Markus Wyss of KPMG identifies the key issues being raised in discussions around base erosion and profit shifting (BEPS) that will impact Swiss-based or Swiss-headquartered businesses.

The issue of base erosion and profit shifting (BEPS) and the corresponding Comprehensive Action Plan (CAP) of the OECD is a major concern for many tax practitioners in many countries worldwide including Switzerland. The main question to discuss is how will the anticipated results, such as a global template for country-by-country reporting or revised guidelines on intangibles, potentially and ultimately impact taxpayers and tax authorities around the world and how Swiss-based or Swiss-headquartered businesses and the Swiss tax authorities in particular will be impacted. Given the enactment of Corporate Tax Reform III, some of these resultant issues may be mitigated.

Transparency as the crystallisation point for BEPS considerations

The starting point for many BEPS considerations is likely action 13 of the CAP – Re-examine transfer pricing documentation – including through the implementation of country-by-country reporting as proposed in the Discussion Draft on Transfer Pricing Documentation and Country-by-Country Reporting published by the OECD on January 30 2014. The proposed transparency and disclosure is a major step towards a new age in global taxation as it allows tax authorities around the globe to see their actual share in a company's total income and tax payments for the first time, and to compare the returns in their jurisdictions with returns from apparently similar activities in other countries. The requirement to provide such information and a big picture view of profit allocation is likely to give tax authorities a motivation to preliminarily assess potential base erosion and profit shifting. However, the expectation that it is then mainly tax authorities in high tax jurisdictions and main consumer markets that are astonished about the full pattern might be an erroneous belief and the common perception of a country being a tax haven that attracts above-average profits might need some revision.

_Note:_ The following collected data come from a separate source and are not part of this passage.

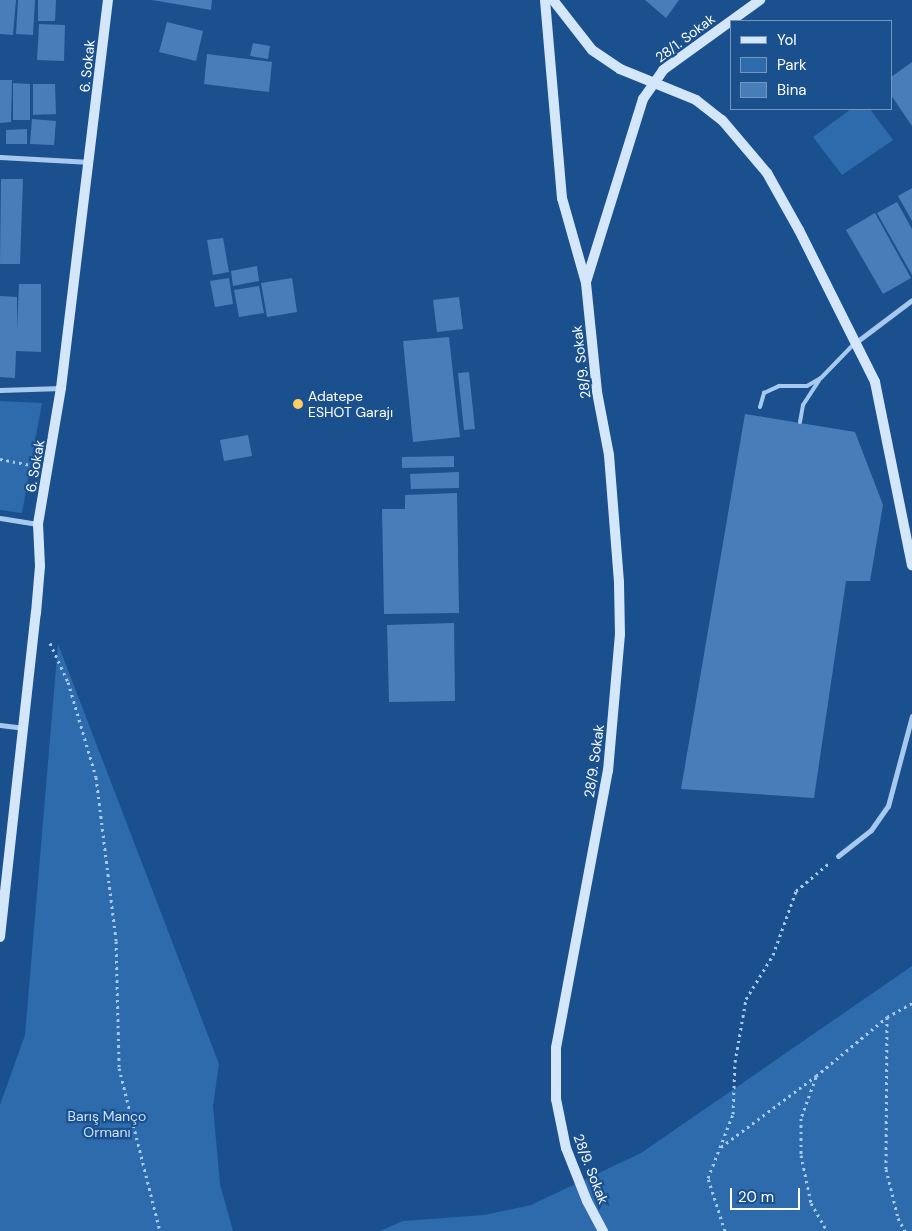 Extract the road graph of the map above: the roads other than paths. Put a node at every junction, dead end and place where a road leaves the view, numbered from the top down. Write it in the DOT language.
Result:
graph roads {
  1 [pos="108,0"];
  2 [pos="545,0"];
  3 [pos="553,0"];
  4 [pos="760,0"];
  5 [pos="732,20"];
  6 [pos="730,22"];
  7 [pos="654,84"];
  8 [pos="0,157"];
  9 [pos="90,162"];
  10 [pos="586,283"];
  11 [pos="912,300"];
  12 [pos="855,343"];
  13 [pos="821,378"];
  14 [pos="62,388"];
  15 [pos="0,390"];
  16 [pos="760,407"];
  17 [pos="800,422"];
  18 [pos="0,518"];
  19 [pos="38,524"];
  20 [pos="912,566"];
  21 [pos="912,716"];
  22 [pos="0,724"];
  23 [pos="26,729"];
  24 [pos="838,856"];
  25 [pos="2,917"];
  26 [pos="0,938"];
  27 [pos="603,1231"];
  1 -- 9 [label="street, 6. Sokak"];
  2 -- 10 [label="street, 28/9. Sokak"];
  3 -- 7 [label="street"];
  4 -- 5 [label="street, 28/1. Sokak"];
  6 -- 7 [label="street, 28/1. Sokak"];
  7 -- 10 [label="street, 28/9. Sokak"];
  7 -- 12 [label="street"];
  8 -- 9 [label="street"];
  9 -- 14 [label="street, 6. Sokak"];
  10 -- 27 [label="street, 28/9. Sokak"];
  11 -- 12 [label="street"];
  12 -- 13 [label="lane"];
  12 -- 20 [label="street"];
  13 -- 16 [label="lane"];
  13 -- 17 [label="lane"];
  14 -- 15 [label="street"];
  14 -- 19 [label="street, 6. Sokak"];
  18 -- 19 [label="street"];
  19 -- 23 [label="street, 6. Sokak"];
  21 -- 24 [label="street"];
  22 -- 23 [label="street"];
  23 -- 25 [label="street, 6. Sokak"];
  25 -- 26 [label="street, 6. Sokak"];
}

Swiss concerns on key items of the OECD Action Plan on BEPS

The BEPS report issued in 2013 and the action plan of the OECD responding to the request from the G20 include a total of 15 action items addressing:

  • The tax challenges of the digital economy (action 1);

  • The issue of financial transactions with deductions (for example interest) in high tax jurisdictions and profits in low tax jurisdictions or hybrid mismatches (actions 2, 3, 4);

  • Harmful tax practices, treaty abuse and artificial avoidance of PE status (actions 5, 6, 7);

  • Transfer pricing and value creation, that is, the shifting of intangibles, the role of risks and capital, and high-risk transactions (actions 8, 9, 10);

  • Ways to obtain necessary information to address BEPS (actions 11, 12, 13); and (last but not least)

  • Mechanisms to resolve disputes and controversies (actions 14 and 15).

Out of this list the key items to focus on include the digital economy and intangibles; hybrid mismatch arrangements; harmful preferential regimes; aggressive tax planning, and greater transparency and disclosure.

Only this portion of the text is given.